### Work instructions
Return, word for word, only the lines of the data below that lie between the line with "thumb mcp: (148, 189)" and the line with "index dip: (138, 88)", those two lines included.

(Material shown begins)

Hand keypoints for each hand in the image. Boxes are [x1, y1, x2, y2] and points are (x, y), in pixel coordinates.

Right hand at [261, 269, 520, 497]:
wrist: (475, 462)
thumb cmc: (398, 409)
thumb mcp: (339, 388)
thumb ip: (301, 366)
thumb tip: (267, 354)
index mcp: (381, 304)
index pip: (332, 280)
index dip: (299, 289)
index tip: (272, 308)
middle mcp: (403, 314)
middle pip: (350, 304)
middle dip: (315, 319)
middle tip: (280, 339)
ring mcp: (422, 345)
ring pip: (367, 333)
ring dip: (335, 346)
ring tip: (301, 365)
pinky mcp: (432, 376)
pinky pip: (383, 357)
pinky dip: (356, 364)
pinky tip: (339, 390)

(Material shown ends)
(Material shown begins)

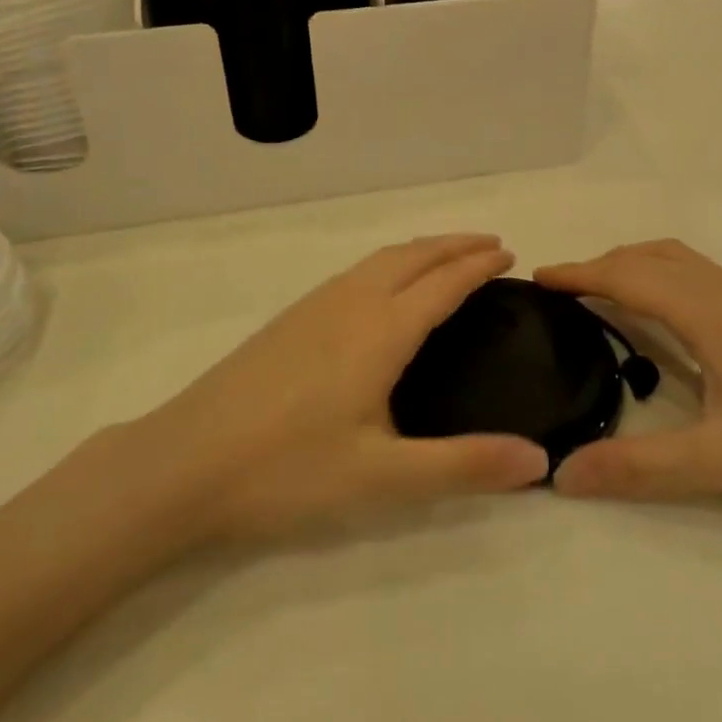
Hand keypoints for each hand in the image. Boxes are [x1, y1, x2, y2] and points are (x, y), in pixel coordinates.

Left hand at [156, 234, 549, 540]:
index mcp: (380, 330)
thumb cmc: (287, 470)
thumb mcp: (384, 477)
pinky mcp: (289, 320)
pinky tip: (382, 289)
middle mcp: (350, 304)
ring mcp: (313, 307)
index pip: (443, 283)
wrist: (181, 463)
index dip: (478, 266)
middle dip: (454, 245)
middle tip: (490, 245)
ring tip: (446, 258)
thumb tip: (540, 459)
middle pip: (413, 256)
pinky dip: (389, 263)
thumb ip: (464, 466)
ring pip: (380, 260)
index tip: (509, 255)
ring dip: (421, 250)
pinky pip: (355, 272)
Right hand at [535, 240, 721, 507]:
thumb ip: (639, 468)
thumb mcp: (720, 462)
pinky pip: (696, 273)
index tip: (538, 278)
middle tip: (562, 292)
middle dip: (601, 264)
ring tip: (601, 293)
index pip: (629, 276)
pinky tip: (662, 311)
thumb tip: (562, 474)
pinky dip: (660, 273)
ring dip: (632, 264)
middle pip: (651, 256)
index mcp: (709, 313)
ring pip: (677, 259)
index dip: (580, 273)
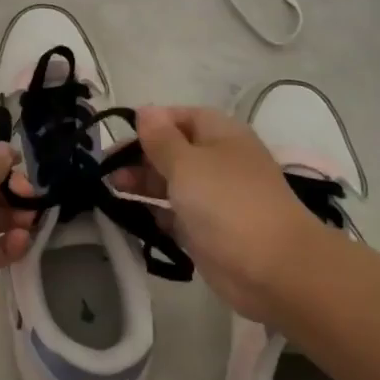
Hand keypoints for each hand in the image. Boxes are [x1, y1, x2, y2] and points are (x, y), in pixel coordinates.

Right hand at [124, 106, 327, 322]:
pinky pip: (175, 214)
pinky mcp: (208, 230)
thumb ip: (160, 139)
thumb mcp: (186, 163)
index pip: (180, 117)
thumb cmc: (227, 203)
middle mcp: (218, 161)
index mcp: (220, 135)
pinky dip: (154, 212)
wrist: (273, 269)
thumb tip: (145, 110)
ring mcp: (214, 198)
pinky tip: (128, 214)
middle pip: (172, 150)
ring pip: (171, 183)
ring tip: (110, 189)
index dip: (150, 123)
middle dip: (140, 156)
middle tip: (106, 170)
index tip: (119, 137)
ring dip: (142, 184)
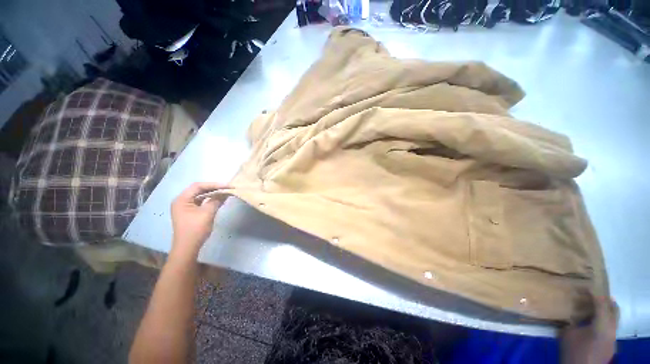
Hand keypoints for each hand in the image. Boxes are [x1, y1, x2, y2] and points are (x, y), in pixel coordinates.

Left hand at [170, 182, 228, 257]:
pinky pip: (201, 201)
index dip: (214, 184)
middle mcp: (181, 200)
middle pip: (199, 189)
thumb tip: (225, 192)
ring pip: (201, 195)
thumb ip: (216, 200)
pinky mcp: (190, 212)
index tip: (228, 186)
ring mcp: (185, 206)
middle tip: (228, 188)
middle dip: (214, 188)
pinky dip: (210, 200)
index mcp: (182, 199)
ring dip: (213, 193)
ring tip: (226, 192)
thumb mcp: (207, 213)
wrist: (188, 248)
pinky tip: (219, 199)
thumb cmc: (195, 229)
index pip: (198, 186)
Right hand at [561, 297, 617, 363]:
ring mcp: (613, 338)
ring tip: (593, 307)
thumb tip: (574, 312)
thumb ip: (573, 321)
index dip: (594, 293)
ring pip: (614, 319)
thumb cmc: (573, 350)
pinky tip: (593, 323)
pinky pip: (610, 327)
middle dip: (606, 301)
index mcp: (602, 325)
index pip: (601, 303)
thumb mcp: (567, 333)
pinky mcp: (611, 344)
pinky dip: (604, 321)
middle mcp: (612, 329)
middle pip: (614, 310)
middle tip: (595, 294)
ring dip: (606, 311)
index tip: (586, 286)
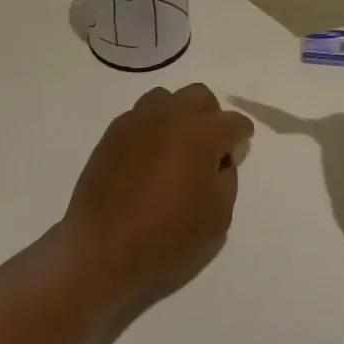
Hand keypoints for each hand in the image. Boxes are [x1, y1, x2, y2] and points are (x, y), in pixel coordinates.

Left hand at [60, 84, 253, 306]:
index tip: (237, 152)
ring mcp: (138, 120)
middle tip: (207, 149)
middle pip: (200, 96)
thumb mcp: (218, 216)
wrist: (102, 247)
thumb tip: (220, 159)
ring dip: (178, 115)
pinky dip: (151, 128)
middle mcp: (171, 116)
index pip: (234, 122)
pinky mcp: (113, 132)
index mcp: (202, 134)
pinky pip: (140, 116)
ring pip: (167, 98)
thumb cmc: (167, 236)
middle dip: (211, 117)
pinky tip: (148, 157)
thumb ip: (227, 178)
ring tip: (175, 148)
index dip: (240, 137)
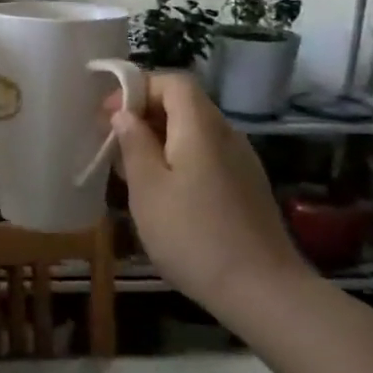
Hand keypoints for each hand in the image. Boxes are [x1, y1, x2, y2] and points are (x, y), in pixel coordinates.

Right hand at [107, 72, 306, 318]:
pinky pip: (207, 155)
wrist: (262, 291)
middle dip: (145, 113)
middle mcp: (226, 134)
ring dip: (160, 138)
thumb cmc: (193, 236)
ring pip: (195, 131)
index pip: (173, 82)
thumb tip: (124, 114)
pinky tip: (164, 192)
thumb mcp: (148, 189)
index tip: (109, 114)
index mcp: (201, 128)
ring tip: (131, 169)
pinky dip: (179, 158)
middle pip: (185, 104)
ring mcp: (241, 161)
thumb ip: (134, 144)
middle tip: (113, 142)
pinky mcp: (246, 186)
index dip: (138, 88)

(Material shown ends)

### Answer for this exercise
thumb mcp: (148, 189)
index tip: (109, 114)
index mcp: (201, 128)
ring tip: (131, 169)
pinky dip: (179, 158)
middle pip: (185, 104)
ring mcp: (241, 161)
thumb ip: (134, 144)
middle tip: (113, 142)
pinky mcp: (246, 186)
index dip: (138, 88)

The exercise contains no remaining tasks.